===== STUDY MATERIAL =====
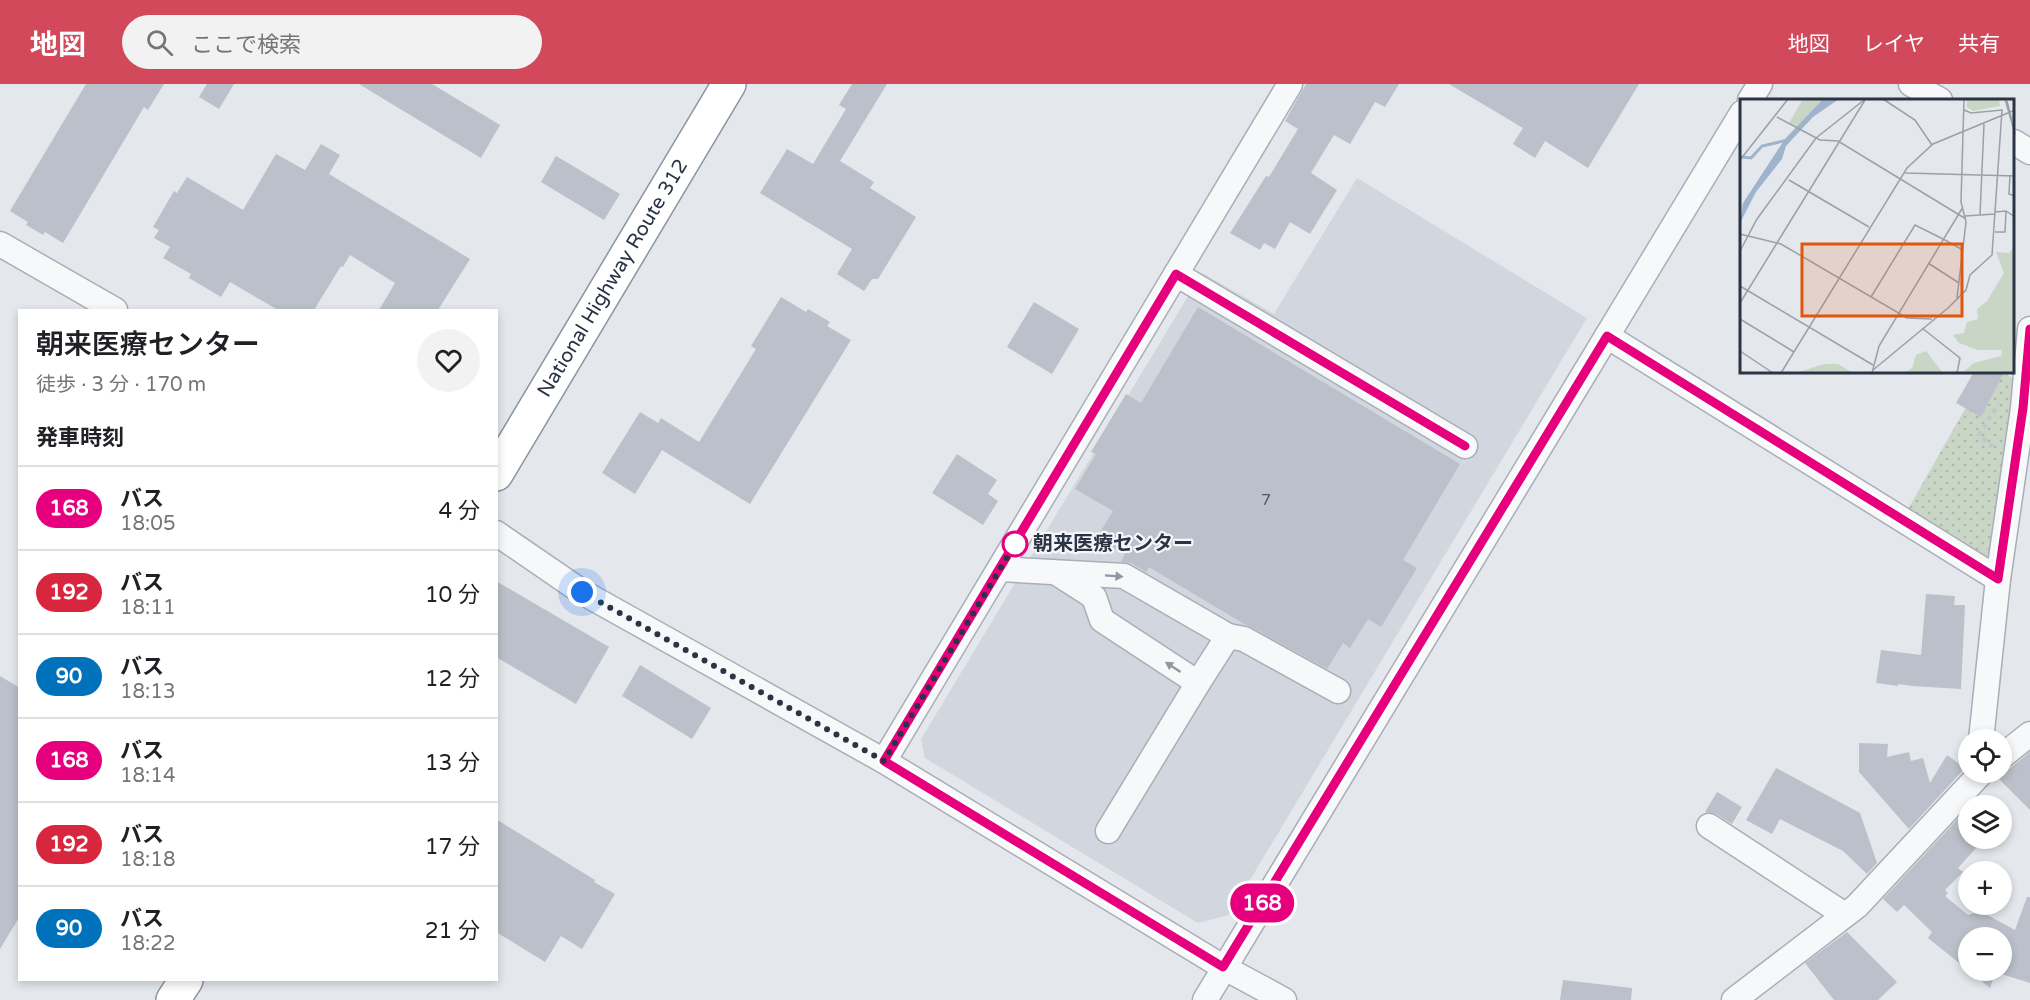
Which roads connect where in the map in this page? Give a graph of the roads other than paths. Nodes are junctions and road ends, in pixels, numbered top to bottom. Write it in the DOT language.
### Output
graph roads {
  1 [pos="729,84"];
  2 [pos="1290,84"];
  3 [pos="1760,84"];
  4 [pos="1911,84"];
  5 [pos="1751,99"];
  6 [pos="1938,99"];
  7 [pos="1740,116"];
  8 [pos="2015,143"];
  9 [pos="2030,152"];
  10 [pos="0,244"];
  11 [pos="1176,274"];
  12 [pos="113,309"];
  13 [pos="2030,329"];
  14 [pos="1607,336"];
  15 [pos="1465,446"];
  16 [pos="498,471"];
  17 [pos="498,534"];
  18 [pos="1000,569"];
  19 [pos="1055,572"];
  20 [pos="1998,579"];
  21 [pos="1228,636"];
  22 [pos="1198,683"];
  23 [pos="1338,691"];
  24 [pos="1982,729"];
  25 [pos="2030,734"];
  26 [pos="2012,748"];
  27 [pos="884,761"];
  28 [pos="1971,783"];
  29 [pos="1709,826"];
  30 [pos="1108,831"];
  31 [pos="1845,915"];
  32 [pos="1223,967"];
  33 [pos="185,981"];
  34 [pos="173,1000"];
  35 [pos="1205,1000"];
  36 [pos="1284,1000"];
  37 [pos="1734,1000"];
  1 -- 16 [label="highway, National Highway Route 312"];
  2 -- 11 [label="street"];
  3 -- 5 [label="street"];
  4 -- 6 [label="street"];
  7 -- 14 [label="street"];
  8 -- 9 [label="street"];
  10 -- 12 [label="street"];
  11 -- 15 [label="street"];
  11 -- 18 [label="street"];
  13 -- 20 [label="street"];
  14 -- 20 [label="street"];
  14 -- 32 [label="street"];
  17 -- 27 [label="street"];
  18 -- 19 [label="street"];
  18 -- 27 [label="street"];
  19 -- 21 [label="street, one-way"];
  22 -- 19 [label="street, one-way"];
  20 -- 24 [label="street"];
  21 -- 22 [label="street"];
  21 -- 23 [label="street"];
  22 -- 30 [label="street"];
  25 -- 26 [label="street"];
  27 -- 32 [label="street"];
  28 -- 31 [label="street"];
  29 -- 31 [label="street"];
  31 -- 37 [label="street"];
  32 -- 35 [label="street"];
  32 -- 36 [label="street"];
  33 -- 34 [label="highway"];
}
=====
● WORK REQUEST: The data should be printed again unchanged; leave its pictures out.

● WRITTEN ANSWER:
Which roads connect where in the map in this page? Give a graph of the roads other than paths. Nodes are junctions and road ends, in pixels, numbered top to bottom. Write it in the DOT language.
### Output
graph roads {
  1 [pos="729,84"];
  2 [pos="1290,84"];
  3 [pos="1760,84"];
  4 [pos="1911,84"];
  5 [pos="1751,99"];
  6 [pos="1938,99"];
  7 [pos="1740,116"];
  8 [pos="2015,143"];
  9 [pos="2030,152"];
  10 [pos="0,244"];
  11 [pos="1176,274"];
  12 [pos="113,309"];
  13 [pos="2030,329"];
  14 [pos="1607,336"];
  15 [pos="1465,446"];
  16 [pos="498,471"];
  17 [pos="498,534"];
  18 [pos="1000,569"];
  19 [pos="1055,572"];
  20 [pos="1998,579"];
  21 [pos="1228,636"];
  22 [pos="1198,683"];
  23 [pos="1338,691"];
  24 [pos="1982,729"];
  25 [pos="2030,734"];
  26 [pos="2012,748"];
  27 [pos="884,761"];
  28 [pos="1971,783"];
  29 [pos="1709,826"];
  30 [pos="1108,831"];
  31 [pos="1845,915"];
  32 [pos="1223,967"];
  33 [pos="185,981"];
  34 [pos="173,1000"];
  35 [pos="1205,1000"];
  36 [pos="1284,1000"];
  37 [pos="1734,1000"];
  1 -- 16 [label="highway, National Highway Route 312"];
  2 -- 11 [label="street"];
  3 -- 5 [label="street"];
  4 -- 6 [label="street"];
  7 -- 14 [label="street"];
  8 -- 9 [label="street"];
  10 -- 12 [label="street"];
  11 -- 15 [label="street"];
  11 -- 18 [label="street"];
  13 -- 20 [label="street"];
  14 -- 20 [label="street"];
  14 -- 32 [label="street"];
  17 -- 27 [label="street"];
  18 -- 19 [label="street"];
  18 -- 27 [label="street"];
  19 -- 21 [label="street, one-way"];
  22 -- 19 [label="street, one-way"];
  20 -- 24 [label="street"];
  21 -- 22 [label="street"];
  21 -- 23 [label="street"];
  22 -- 30 [label="street"];
  25 -- 26 [label="street"];
  27 -- 32 [label="street"];
  28 -- 31 [label="street"];
  29 -- 31 [label="street"];
  31 -- 37 [label="street"];
  32 -- 35 [label="street"];
  32 -- 36 [label="street"];
  33 -- 34 [label="highway"];
}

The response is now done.